=== Task brief ===
Once you reach the line with "ring dip: (174, 238)" in the material below, copy each line exactly up to and including the line with "thumb cmc: (283, 318)", and skip the pictures.

=== Information shown ===
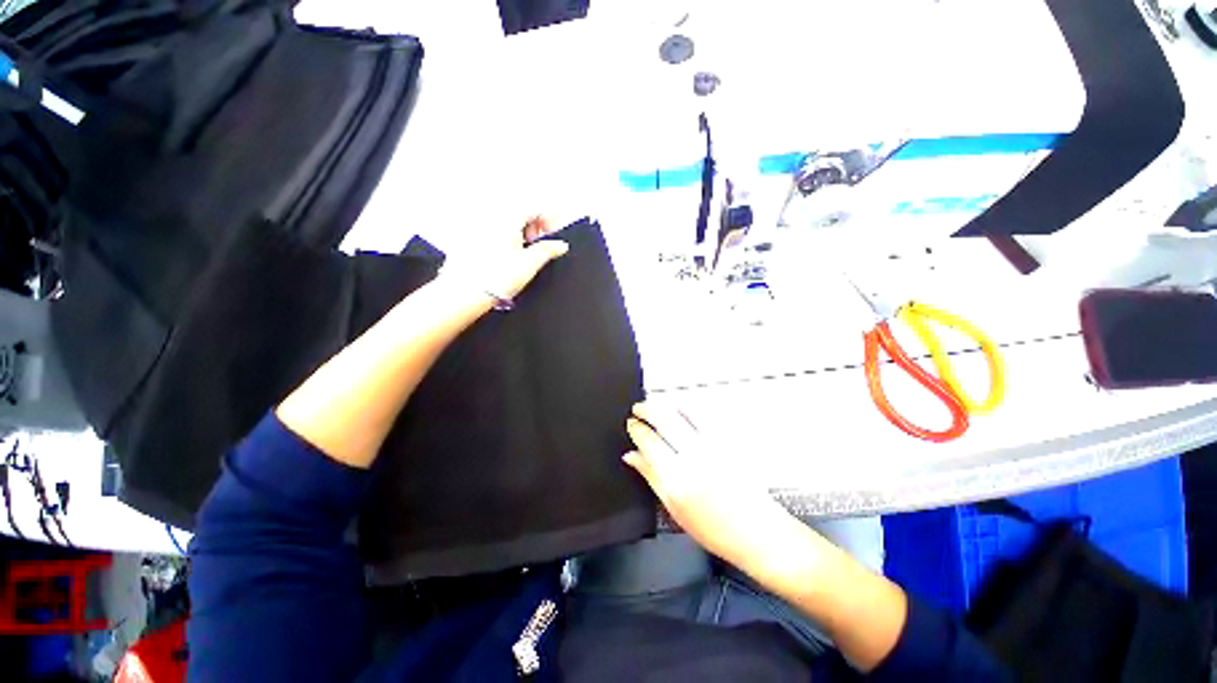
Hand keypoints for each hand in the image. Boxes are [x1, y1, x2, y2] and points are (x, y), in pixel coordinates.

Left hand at [452, 215, 568, 301]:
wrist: (466, 292)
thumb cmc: (495, 278)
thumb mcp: (530, 264)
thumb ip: (548, 250)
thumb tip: (560, 245)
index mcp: (507, 218)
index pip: (534, 209)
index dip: (548, 221)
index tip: (553, 234)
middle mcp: (490, 217)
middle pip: (519, 213)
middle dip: (532, 228)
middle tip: (537, 246)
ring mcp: (477, 227)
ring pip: (505, 223)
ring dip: (518, 234)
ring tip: (521, 254)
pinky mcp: (468, 239)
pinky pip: (492, 232)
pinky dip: (503, 239)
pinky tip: (504, 257)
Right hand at [624, 401, 792, 570]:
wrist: (758, 531)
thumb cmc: (717, 529)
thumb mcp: (674, 509)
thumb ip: (650, 476)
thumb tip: (632, 456)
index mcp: (676, 477)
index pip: (648, 440)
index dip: (636, 428)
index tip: (632, 424)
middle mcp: (694, 456)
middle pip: (663, 418)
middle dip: (647, 408)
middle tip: (638, 408)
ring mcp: (712, 445)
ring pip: (682, 411)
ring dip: (665, 404)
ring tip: (656, 405)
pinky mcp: (727, 441)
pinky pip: (703, 415)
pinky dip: (687, 407)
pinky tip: (681, 408)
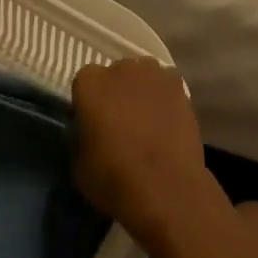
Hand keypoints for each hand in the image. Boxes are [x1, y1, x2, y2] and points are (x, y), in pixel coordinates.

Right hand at [71, 59, 215, 250]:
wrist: (166, 189)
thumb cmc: (114, 179)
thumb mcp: (79, 166)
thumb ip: (81, 138)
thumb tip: (88, 133)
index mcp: (90, 83)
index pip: (83, 83)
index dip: (88, 104)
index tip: (92, 124)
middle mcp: (120, 69)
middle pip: (115, 74)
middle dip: (115, 93)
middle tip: (119, 123)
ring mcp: (153, 74)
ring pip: (142, 76)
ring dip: (141, 91)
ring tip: (146, 121)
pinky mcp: (179, 86)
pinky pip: (166, 86)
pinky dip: (165, 99)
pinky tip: (166, 122)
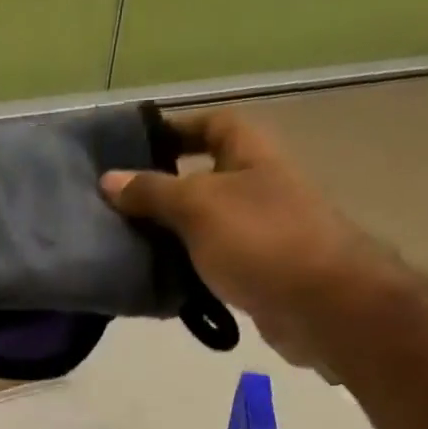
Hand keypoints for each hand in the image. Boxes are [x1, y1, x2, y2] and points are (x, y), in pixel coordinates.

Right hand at [101, 112, 406, 375]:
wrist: (319, 304)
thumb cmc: (260, 240)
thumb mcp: (198, 207)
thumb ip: (153, 193)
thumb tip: (109, 180)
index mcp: (250, 154)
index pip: (212, 124)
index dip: (177, 130)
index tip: (135, 149)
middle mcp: (259, 187)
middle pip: (206, 179)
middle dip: (165, 192)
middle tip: (120, 210)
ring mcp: (261, 234)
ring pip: (207, 228)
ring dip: (174, 238)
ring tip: (130, 250)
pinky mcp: (258, 276)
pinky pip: (215, 266)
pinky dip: (190, 273)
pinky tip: (161, 286)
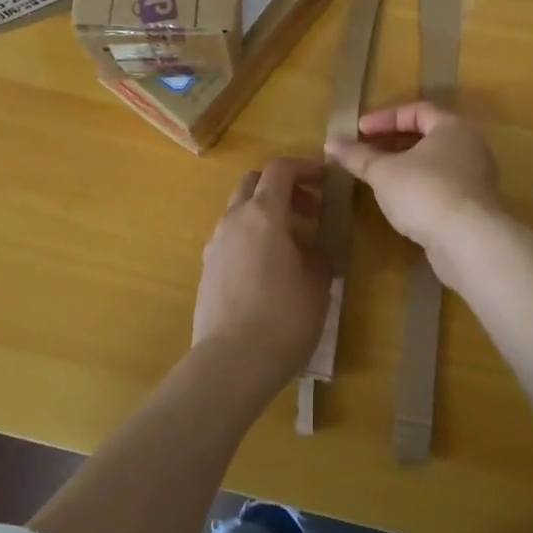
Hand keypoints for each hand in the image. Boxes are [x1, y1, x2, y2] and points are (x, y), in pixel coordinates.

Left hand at [192, 158, 331, 396]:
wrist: (230, 364)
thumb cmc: (283, 318)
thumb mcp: (317, 286)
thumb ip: (319, 258)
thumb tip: (317, 252)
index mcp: (264, 214)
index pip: (280, 169)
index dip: (305, 168)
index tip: (326, 181)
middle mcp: (234, 220)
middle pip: (254, 183)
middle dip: (282, 188)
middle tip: (308, 211)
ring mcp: (215, 245)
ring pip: (239, 211)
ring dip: (265, 215)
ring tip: (291, 245)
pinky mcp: (207, 270)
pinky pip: (231, 239)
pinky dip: (250, 238)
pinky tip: (268, 271)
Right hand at [324, 102, 505, 287]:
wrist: (468, 243)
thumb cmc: (425, 192)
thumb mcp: (383, 172)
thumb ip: (357, 156)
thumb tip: (330, 142)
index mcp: (452, 127)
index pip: (416, 110)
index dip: (384, 118)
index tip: (359, 130)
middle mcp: (469, 146)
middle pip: (426, 135)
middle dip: (392, 142)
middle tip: (365, 152)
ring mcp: (475, 177)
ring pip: (434, 162)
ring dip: (404, 166)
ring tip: (376, 176)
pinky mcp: (473, 206)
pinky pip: (441, 185)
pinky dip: (418, 186)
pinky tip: (398, 201)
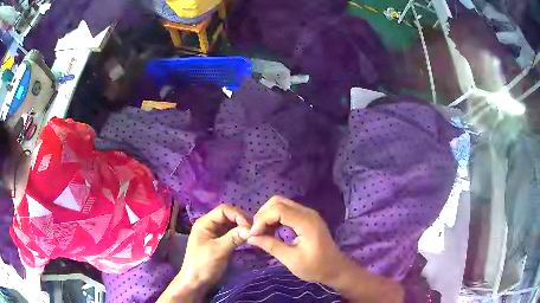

=== Response area ===
ring dip: (174, 238)
ring tip: (130, 250)
pinky mcp: (258, 276)
pinky pip: (215, 266)
pinky dip: (190, 273)
pinky tip: (161, 286)
Hand keypoints for each hand in the image. Boxes are [x1, y1, x2, y2] and points are (x, y), in pixel coordinates.

Left hand at [192, 158, 331, 396]:
wrist: (230, 364)
thumb cmc: (283, 318)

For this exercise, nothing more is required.